Don Ettinger Jr., a principal with the Gorrill Palmer engineering firm, shows plans for a new Cedar Street park and ride lot to neighboring Brunswick residents Nov. 21. Alex Lear / The Forecaster

BRUNSWICK — Although they are not necessarily opposed to a park and ride lot being established on a state-owned parcel on Cedar Street, those living near the vacant gravel tract are concerned about what negative impacts the 110-vehicle area may cause in their part of town.

“This is a tremendous project in terms of the quality of our residential neighborhood,” Mary Heath of 10 Cedar St. said Nov. 21 during the first of two public hearings the town is holding on the subject. “It’s going to have a significant impact.”

Having lived on the street for 27 years, she said, “and the volume of automobile and pedestrian traffic has increased significantly. Added to that we’re going to have buses. We’re going to have cars coming and going. And we’re going to have people going down our street with their luggage.”

The paved and striped park and ride lot is to be built on what is now a gravel lot surrounded by three railroad tracks. Courtesy Google Maps

“I just want you to know, from my heart, this is huge; this is enormous,” Heath told Town Engineer Ryan Barnes and Don Ettinger Jr. of Gorrill Palmer, the project’s engineering firm, who facilitated the meeting.

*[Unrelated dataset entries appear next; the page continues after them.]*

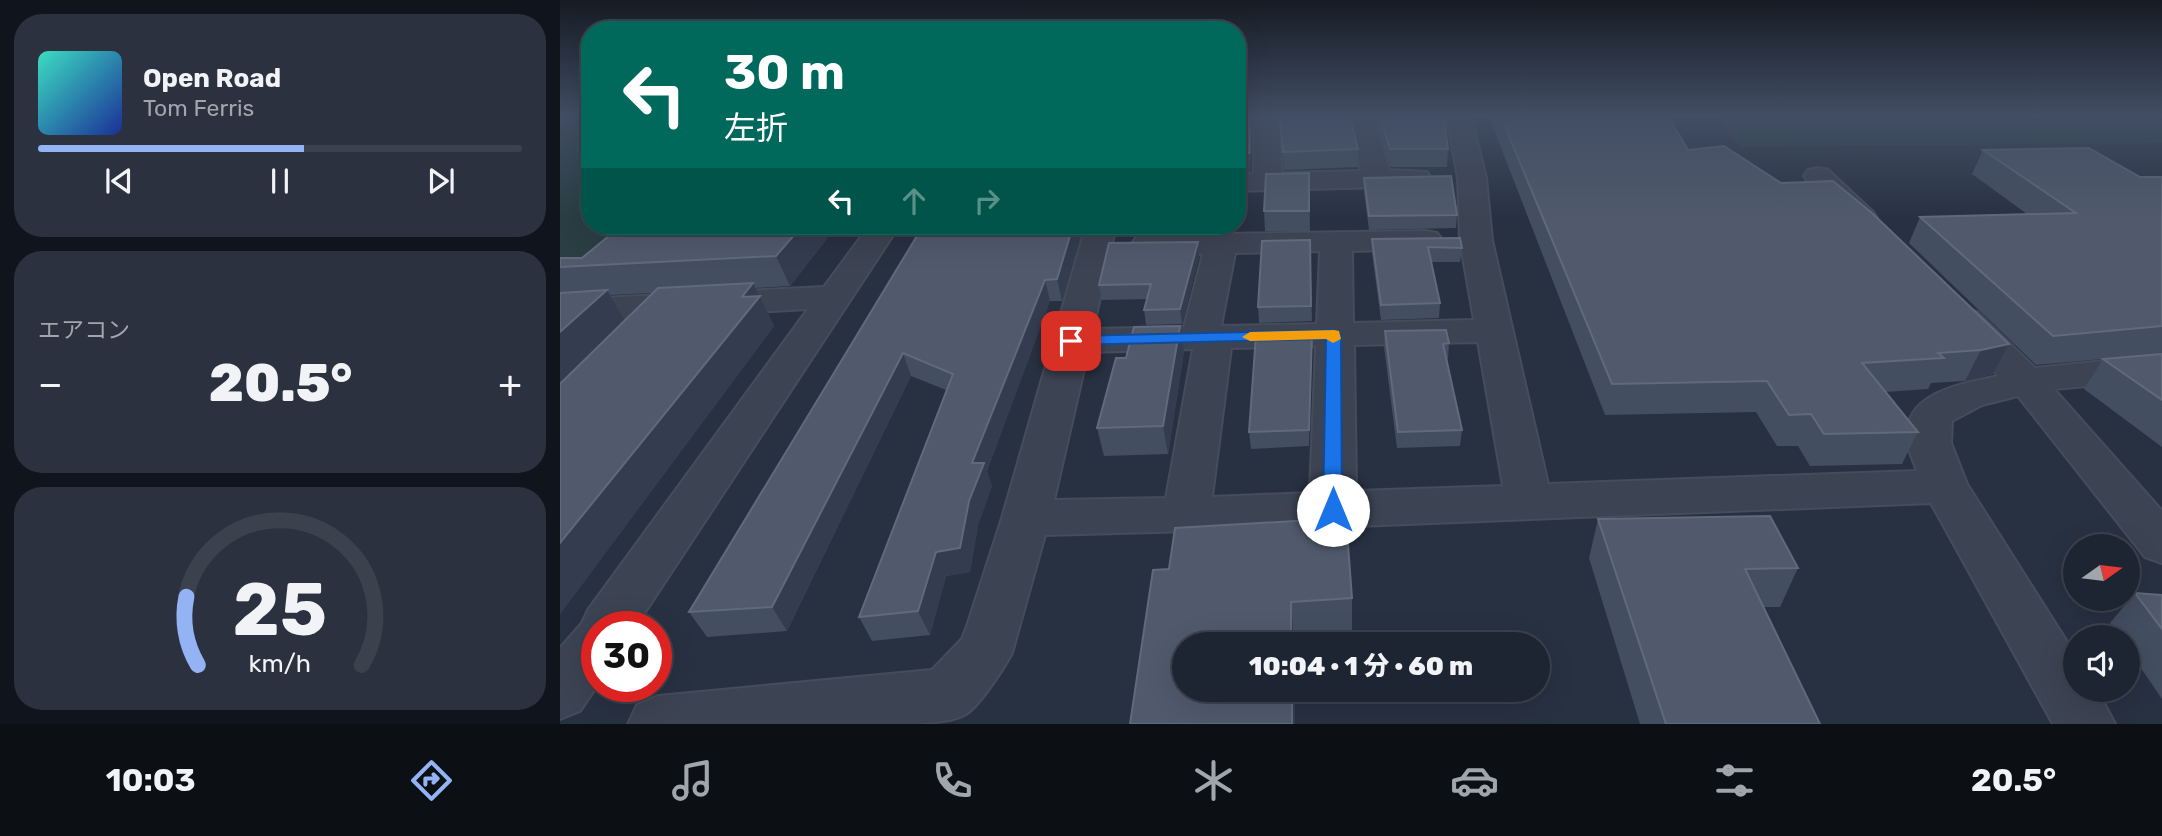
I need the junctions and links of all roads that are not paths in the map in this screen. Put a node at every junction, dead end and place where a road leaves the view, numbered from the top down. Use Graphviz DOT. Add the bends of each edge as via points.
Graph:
graph roads {
  1 [pos="1267,151"];
  2 [pos="1369,151"];
  3 [pos="1466,151"];
  4 [pos="1818,176"];
  5 [pos="1377,178"];
  6 [pos="1472,178"];
  7 [pos="1268,182"];
  8 [pos="1246,183"];
  9 [pos="878,235"];
  10 [pos="1098,236"];
  11 [pos="1476,240"];
  12 [pos="1336,242"];
  13 [pos="1221,244"];
  14 [pos="1888,244"];
  15 [pos="1937,293"];
  16 [pos="837,297"];
  17 [pos="663,306"];
  18 [pos="560,311"];
  19 [pos="1494,331"];
  20 [pos="1334,335"];
  21 [pos="1207,338"];
  22 [pos="1071,341"];
  23 [pos="626,345"];
  24 [pos="2162,367"];
  25 [pos="2027,382"];
  26 [pos="1945,486"];
  27 [pos="1529,503"];
  28 [pos="1333,510"];
  29 [pos="1185,515"];
  30 [pos="1026,518"];
  31 [pos="2162,544"];
  32 [pos="617,611"];
  33 [pos="581,663"];
  34 [pos="560,693"];
  35 [pos="658,724"];
  36 [pos="2085,724"];
  1 -- 7 [label="street"];
  2 -- 5 [label="street"];
  3 -- 6 [label="street"];
  4 -- 14 [label="street"];
  5 -- 6 [label="street"];
  5 -- 7 [label="street"];
  6 -- 11 [label="street"];
  7 -- 8 [label="street"];
  9 -- 16 [label="street"];
  10 -- 13 [label="street"];
  10 -- 22 [label="street"];
  11 -- 12 [label="street"];
  11 -- 19 [label="street"];
  12 -- 13 [label="street"];
  12 -- 20 [label="street"];
  13 -- 21 [label="street"];
  15 -- 25 [label="street"];
  16 -- 17 [label="street"];
  16 -- 32 [label="street"];
  17 -- 18 [label="street"];
  17 -- 23 [label="street"];
  19 -- 20 [label="street"];
  19 -- 27 [label="street"];
  20 -- 21 [label="street"];
  20 -- 28 [label="street"];
  21 -- 22 [label="street"];
  21 -- 29 [label="street"];
  22 -- 30 [label="street"];
  24 -- 25 [label="street"];
  25 -- 26 [label="street" via="1969,395 1931,415 1929,443"];
  25 -- 31 [label="street"];
  26 -- 27 [label="street"];
  26 -- 36 [label="street"];
  27 -- 28 [label="street"];
  28 -- 29 [label="street"];
  29 -- 30 [label="street"];
  30 -- 35 [label="street" via="984,653 946,695"];
  33 -- 34 [label="street"];
}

A June 10 letter to town officials from Heath and nine other households from Cedar Street and adjoining Spring Street listed several concerns, including the disrepair of Cedar, heavy and unsafe pedestrian traffic, light pollution, sanitation and policing.

That letter prompted last week’s meeting, where abutters could review project designs and ask questions, Barnes said. A more formal hearing is to be held in the Town Hall Council Chambers from 6-7:30 p.m. Thursday, Dec. 12.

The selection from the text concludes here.